» **EXERCISE**: Please set out each line below exactly as it stands, without the images.
RECORDS FOR THE EXERCISE below:
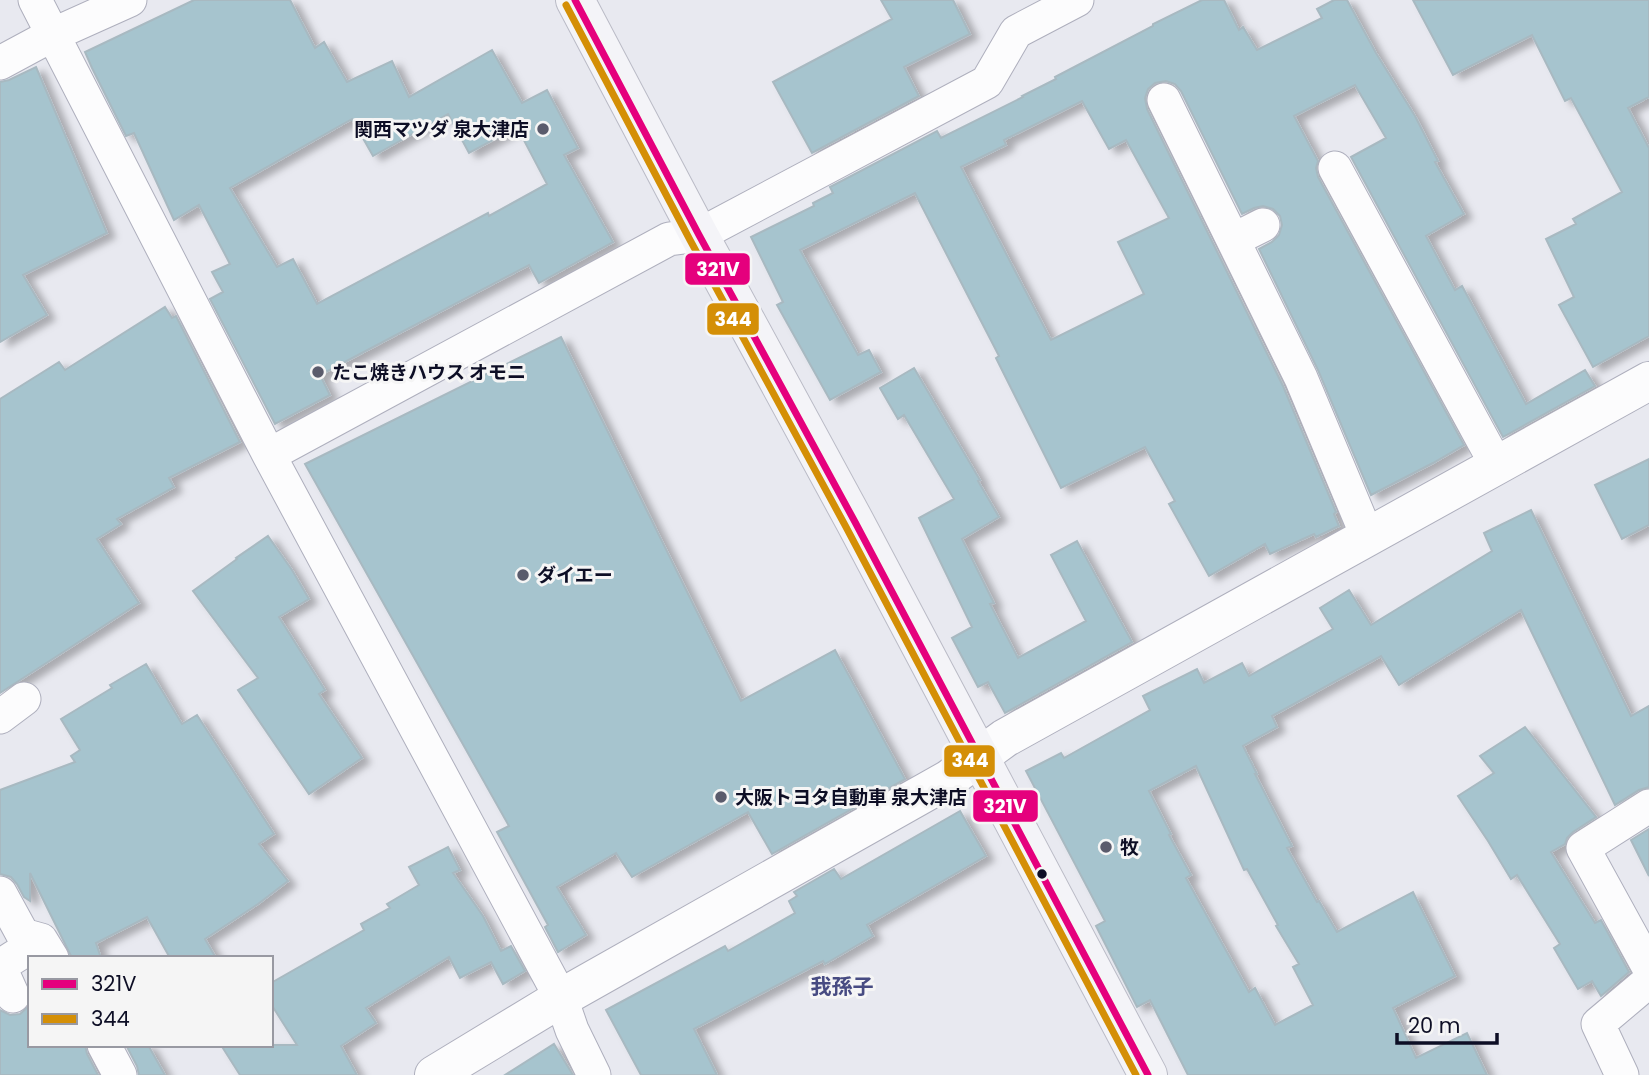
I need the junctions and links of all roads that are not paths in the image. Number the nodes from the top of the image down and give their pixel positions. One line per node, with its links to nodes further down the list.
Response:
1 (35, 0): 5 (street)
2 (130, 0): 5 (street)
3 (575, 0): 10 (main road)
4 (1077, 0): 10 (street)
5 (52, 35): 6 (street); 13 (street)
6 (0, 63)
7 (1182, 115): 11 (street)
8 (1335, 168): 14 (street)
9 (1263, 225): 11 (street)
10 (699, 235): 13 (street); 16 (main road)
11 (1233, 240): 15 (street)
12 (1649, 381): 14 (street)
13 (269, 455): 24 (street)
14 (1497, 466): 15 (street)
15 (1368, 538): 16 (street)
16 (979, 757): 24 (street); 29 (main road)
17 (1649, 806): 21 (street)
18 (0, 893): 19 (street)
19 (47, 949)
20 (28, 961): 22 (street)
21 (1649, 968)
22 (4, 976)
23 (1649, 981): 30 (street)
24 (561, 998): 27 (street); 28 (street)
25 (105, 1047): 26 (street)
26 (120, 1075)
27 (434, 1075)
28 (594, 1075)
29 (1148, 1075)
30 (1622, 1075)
End of RECORDS FOR THE EXERCISE.
» **SOLUTION TO THE PROBLEM**:
I need the junctions and links of all roads that are not paths in the image. Number the nodes from the top of the image down and give their pixel positions. One line per node, with its links to nodes further down the list.
Response:
1 (35, 0): 5 (street)
2 (130, 0): 5 (street)
3 (575, 0): 10 (main road)
4 (1077, 0): 10 (street)
5 (52, 35): 6 (street); 13 (street)
6 (0, 63)
7 (1182, 115): 11 (street)
8 (1335, 168): 14 (street)
9 (1263, 225): 11 (street)
10 (699, 235): 13 (street); 16 (main road)
11 (1233, 240): 15 (street)
12 (1649, 381): 14 (street)
13 (269, 455): 24 (street)
14 (1497, 466): 15 (street)
15 (1368, 538): 16 (street)
16 (979, 757): 24 (street); 29 (main road)
17 (1649, 806): 21 (street)
18 (0, 893): 19 (street)
19 (47, 949)
20 (28, 961): 22 (street)
21 (1649, 968)
22 (4, 976)
23 (1649, 981): 30 (street)
24 (561, 998): 27 (street); 28 (street)
25 (105, 1047): 26 (street)
26 (120, 1075)
27 (434, 1075)
28 (594, 1075)
29 (1148, 1075)
30 (1622, 1075)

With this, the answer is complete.